_WORK INSTRUCTION_
List all lines of the data containing the word "Enge".

• • • •

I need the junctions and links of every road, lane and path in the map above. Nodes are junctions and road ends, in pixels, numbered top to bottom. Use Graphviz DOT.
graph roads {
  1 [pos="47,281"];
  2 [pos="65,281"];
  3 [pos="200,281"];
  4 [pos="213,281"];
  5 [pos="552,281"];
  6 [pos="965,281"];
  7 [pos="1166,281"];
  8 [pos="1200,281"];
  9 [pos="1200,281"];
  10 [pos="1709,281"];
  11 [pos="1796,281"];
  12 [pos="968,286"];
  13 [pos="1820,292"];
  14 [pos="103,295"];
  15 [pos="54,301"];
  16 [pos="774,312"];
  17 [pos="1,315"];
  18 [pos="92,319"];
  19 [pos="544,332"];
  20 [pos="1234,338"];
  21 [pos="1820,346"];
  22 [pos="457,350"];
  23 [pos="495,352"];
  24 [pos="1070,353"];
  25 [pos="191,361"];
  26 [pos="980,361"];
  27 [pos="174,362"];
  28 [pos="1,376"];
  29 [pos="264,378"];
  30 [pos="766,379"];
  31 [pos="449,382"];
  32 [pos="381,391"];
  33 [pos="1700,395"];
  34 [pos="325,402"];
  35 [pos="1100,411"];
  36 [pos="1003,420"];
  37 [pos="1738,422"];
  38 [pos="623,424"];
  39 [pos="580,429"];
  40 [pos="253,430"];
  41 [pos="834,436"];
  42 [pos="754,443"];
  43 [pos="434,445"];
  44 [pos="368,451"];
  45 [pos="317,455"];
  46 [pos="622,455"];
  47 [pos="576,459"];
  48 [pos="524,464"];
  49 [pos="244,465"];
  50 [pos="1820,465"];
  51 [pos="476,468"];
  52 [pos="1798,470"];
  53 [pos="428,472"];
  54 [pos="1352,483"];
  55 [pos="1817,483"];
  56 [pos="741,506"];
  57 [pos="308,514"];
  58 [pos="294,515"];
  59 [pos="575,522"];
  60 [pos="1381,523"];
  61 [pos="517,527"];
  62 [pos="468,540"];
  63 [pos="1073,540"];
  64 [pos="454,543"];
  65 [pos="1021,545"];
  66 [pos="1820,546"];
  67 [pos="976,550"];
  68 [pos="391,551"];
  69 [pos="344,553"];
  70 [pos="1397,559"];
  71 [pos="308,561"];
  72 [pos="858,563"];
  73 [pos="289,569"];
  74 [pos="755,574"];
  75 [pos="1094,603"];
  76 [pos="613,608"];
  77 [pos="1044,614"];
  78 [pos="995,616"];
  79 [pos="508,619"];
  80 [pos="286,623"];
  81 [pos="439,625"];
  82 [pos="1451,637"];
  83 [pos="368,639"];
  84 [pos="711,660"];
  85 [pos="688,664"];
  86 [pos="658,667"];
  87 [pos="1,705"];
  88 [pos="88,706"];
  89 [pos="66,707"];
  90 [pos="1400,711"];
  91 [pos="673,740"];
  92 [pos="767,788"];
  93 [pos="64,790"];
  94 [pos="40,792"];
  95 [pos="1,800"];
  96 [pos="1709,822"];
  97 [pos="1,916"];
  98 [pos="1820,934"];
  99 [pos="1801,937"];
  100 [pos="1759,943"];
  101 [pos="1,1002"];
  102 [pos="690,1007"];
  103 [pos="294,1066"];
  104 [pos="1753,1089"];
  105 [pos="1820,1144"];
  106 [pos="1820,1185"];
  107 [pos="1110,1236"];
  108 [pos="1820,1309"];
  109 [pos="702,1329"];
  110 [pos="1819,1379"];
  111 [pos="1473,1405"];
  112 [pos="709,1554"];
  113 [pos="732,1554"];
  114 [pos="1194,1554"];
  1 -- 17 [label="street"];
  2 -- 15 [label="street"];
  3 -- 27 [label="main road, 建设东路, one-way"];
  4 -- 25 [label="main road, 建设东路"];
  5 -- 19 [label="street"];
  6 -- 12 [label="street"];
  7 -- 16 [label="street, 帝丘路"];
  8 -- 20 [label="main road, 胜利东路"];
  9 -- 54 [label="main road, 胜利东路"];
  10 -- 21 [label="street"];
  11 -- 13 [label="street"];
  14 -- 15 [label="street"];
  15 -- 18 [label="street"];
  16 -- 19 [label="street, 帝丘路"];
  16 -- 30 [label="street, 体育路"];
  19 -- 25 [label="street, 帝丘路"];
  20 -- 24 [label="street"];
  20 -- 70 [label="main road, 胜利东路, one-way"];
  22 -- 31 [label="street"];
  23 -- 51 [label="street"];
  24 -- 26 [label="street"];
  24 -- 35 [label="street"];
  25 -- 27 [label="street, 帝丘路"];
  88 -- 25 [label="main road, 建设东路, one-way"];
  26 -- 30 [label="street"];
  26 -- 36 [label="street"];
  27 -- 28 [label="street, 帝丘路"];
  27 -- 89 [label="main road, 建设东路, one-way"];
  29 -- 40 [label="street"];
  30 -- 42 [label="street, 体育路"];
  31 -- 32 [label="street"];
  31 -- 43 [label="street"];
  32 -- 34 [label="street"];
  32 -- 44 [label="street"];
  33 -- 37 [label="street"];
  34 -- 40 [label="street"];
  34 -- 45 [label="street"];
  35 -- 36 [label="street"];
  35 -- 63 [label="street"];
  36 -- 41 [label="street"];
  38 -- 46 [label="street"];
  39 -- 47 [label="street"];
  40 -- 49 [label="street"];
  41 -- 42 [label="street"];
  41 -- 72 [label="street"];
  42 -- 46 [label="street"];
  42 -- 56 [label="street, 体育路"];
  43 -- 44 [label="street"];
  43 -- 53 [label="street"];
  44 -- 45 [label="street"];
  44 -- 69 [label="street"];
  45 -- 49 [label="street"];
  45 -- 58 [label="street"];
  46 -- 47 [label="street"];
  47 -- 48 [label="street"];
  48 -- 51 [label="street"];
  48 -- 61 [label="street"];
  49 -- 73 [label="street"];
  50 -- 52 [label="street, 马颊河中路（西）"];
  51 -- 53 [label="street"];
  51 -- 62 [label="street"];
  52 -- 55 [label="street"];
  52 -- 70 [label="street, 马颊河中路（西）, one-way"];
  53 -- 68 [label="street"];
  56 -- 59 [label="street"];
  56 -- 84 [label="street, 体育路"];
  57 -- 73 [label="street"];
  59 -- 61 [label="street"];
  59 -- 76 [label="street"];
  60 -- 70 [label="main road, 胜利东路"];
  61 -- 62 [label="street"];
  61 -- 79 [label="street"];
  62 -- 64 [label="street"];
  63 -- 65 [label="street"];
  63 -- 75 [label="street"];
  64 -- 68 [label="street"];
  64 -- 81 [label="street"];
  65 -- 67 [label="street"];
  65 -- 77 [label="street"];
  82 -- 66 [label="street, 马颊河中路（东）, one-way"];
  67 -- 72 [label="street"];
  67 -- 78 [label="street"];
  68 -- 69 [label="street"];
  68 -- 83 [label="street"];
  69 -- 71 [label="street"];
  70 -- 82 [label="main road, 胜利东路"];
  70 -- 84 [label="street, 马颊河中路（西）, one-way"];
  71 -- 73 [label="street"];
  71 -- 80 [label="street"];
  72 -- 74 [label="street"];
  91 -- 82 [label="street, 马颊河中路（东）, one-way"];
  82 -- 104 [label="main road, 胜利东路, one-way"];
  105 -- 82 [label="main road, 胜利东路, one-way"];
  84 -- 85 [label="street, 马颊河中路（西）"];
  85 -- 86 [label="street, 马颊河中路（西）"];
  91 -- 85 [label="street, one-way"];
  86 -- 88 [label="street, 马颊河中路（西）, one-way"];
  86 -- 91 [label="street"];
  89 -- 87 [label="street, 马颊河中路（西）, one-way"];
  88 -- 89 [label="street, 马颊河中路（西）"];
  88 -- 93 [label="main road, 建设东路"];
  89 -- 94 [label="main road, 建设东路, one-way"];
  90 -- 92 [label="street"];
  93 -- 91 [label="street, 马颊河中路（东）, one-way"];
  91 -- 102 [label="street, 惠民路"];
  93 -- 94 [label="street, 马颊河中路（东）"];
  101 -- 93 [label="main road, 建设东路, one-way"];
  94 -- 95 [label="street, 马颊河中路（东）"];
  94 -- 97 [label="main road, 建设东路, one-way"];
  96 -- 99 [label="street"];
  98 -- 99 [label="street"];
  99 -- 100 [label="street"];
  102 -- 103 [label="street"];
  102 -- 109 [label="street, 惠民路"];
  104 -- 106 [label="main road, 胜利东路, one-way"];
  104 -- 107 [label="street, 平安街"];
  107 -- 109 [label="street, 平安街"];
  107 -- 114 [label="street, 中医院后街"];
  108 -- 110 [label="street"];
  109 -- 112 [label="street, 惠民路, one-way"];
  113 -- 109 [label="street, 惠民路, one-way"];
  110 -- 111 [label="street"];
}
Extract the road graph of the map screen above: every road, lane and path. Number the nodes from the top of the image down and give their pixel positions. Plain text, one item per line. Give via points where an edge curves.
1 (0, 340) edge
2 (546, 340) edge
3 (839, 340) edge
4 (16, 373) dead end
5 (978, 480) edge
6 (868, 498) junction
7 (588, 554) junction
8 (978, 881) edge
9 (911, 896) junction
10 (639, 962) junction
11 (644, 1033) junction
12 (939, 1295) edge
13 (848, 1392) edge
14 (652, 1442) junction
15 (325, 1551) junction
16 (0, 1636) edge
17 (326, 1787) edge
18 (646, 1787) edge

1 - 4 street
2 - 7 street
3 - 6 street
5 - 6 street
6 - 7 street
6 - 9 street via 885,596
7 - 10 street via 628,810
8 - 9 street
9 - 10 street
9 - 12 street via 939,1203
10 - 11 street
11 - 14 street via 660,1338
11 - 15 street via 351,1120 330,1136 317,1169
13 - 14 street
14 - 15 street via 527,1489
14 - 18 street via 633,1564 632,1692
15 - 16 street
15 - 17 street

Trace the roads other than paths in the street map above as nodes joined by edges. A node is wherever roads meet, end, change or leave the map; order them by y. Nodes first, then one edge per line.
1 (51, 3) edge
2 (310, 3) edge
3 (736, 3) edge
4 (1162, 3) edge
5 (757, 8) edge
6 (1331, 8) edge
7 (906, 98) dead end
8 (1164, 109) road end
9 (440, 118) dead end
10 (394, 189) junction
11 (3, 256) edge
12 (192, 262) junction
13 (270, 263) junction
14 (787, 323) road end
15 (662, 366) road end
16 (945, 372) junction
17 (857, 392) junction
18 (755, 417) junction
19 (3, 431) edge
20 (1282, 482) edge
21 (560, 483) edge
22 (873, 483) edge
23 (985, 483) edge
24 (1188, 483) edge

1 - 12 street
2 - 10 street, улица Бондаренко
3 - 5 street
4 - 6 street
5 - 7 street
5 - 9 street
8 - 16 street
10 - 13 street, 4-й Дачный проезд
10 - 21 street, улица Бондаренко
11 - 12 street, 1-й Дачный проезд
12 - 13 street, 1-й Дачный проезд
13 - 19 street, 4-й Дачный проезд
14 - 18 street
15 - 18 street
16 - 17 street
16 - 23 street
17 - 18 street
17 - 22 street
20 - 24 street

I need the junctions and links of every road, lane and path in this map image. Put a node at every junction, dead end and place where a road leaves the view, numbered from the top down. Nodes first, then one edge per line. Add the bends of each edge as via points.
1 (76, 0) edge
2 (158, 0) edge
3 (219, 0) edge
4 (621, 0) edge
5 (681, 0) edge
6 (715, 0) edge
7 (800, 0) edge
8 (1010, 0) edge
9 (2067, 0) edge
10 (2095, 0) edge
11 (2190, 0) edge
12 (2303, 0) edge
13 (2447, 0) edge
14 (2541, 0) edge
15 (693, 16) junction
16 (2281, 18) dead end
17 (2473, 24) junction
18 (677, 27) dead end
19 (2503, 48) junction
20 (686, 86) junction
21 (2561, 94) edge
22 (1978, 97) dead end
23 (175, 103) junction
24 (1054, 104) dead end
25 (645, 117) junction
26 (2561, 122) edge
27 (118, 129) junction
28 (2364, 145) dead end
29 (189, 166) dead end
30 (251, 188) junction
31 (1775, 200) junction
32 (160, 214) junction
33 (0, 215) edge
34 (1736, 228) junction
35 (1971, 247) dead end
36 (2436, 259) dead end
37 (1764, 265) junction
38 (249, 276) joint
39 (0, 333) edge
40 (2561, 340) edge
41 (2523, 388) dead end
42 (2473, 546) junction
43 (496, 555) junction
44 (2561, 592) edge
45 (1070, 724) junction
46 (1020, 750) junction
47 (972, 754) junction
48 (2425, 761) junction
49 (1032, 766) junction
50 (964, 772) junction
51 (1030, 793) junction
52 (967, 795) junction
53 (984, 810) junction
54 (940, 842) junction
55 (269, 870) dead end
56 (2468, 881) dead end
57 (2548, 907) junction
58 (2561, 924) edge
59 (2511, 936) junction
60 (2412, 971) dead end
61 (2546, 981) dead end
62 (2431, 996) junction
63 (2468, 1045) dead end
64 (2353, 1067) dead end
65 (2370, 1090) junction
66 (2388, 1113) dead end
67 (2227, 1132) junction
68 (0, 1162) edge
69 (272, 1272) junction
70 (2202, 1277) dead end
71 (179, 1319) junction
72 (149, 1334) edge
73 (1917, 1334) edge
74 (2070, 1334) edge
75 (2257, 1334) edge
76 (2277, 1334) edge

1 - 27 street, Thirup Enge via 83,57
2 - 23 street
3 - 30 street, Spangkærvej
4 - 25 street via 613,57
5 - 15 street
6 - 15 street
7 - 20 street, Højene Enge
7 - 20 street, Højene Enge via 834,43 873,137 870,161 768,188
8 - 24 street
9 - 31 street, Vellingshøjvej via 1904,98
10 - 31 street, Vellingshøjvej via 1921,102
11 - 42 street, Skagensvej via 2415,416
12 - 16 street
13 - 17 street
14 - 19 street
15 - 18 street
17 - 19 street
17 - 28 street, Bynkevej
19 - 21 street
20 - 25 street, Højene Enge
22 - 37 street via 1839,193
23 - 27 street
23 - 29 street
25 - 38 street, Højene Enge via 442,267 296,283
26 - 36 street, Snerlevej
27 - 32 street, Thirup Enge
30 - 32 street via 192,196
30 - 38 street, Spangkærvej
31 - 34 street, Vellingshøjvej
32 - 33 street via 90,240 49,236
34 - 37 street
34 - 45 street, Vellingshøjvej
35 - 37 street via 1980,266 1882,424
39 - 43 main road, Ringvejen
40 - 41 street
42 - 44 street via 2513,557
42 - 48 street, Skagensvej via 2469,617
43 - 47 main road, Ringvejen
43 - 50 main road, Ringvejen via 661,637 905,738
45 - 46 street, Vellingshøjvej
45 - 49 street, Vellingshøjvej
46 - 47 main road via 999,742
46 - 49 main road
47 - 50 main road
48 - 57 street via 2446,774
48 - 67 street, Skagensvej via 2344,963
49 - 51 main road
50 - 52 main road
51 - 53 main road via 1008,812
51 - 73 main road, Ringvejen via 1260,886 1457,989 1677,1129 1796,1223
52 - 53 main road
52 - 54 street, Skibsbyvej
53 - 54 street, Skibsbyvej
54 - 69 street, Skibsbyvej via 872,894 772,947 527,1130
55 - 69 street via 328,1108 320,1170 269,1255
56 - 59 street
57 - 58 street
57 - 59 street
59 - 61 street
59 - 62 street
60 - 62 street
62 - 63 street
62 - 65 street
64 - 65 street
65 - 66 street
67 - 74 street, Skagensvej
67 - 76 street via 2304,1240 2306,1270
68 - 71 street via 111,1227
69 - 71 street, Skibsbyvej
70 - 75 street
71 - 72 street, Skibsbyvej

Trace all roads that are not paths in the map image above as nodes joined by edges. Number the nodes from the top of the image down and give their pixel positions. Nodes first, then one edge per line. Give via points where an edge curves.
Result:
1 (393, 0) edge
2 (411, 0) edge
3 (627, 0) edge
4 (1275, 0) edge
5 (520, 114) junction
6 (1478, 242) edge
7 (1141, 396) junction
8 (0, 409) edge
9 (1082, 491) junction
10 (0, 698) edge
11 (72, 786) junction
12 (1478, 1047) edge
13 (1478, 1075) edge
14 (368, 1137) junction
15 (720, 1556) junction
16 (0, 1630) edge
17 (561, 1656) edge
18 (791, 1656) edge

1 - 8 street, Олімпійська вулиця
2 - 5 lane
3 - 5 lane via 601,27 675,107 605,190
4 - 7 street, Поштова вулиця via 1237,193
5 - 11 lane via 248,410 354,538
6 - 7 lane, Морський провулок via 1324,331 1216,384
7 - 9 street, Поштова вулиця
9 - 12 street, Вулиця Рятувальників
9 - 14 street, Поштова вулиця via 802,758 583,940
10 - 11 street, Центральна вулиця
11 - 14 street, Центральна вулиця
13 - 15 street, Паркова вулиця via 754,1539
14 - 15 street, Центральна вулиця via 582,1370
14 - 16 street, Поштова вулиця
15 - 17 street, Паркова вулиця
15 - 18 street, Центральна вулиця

• • • •

_SOLUTION TO THE EXERCISE_
1 - 27 street, Thirup Enge via 83,57
7 - 20 street, Højene Enge
7 - 20 street, Højene Enge via 834,43 873,137 870,161 768,188
20 - 25 street, Højene Enge
25 - 38 street, Højene Enge via 442,267 296,283
27 - 32 street, Thirup Enge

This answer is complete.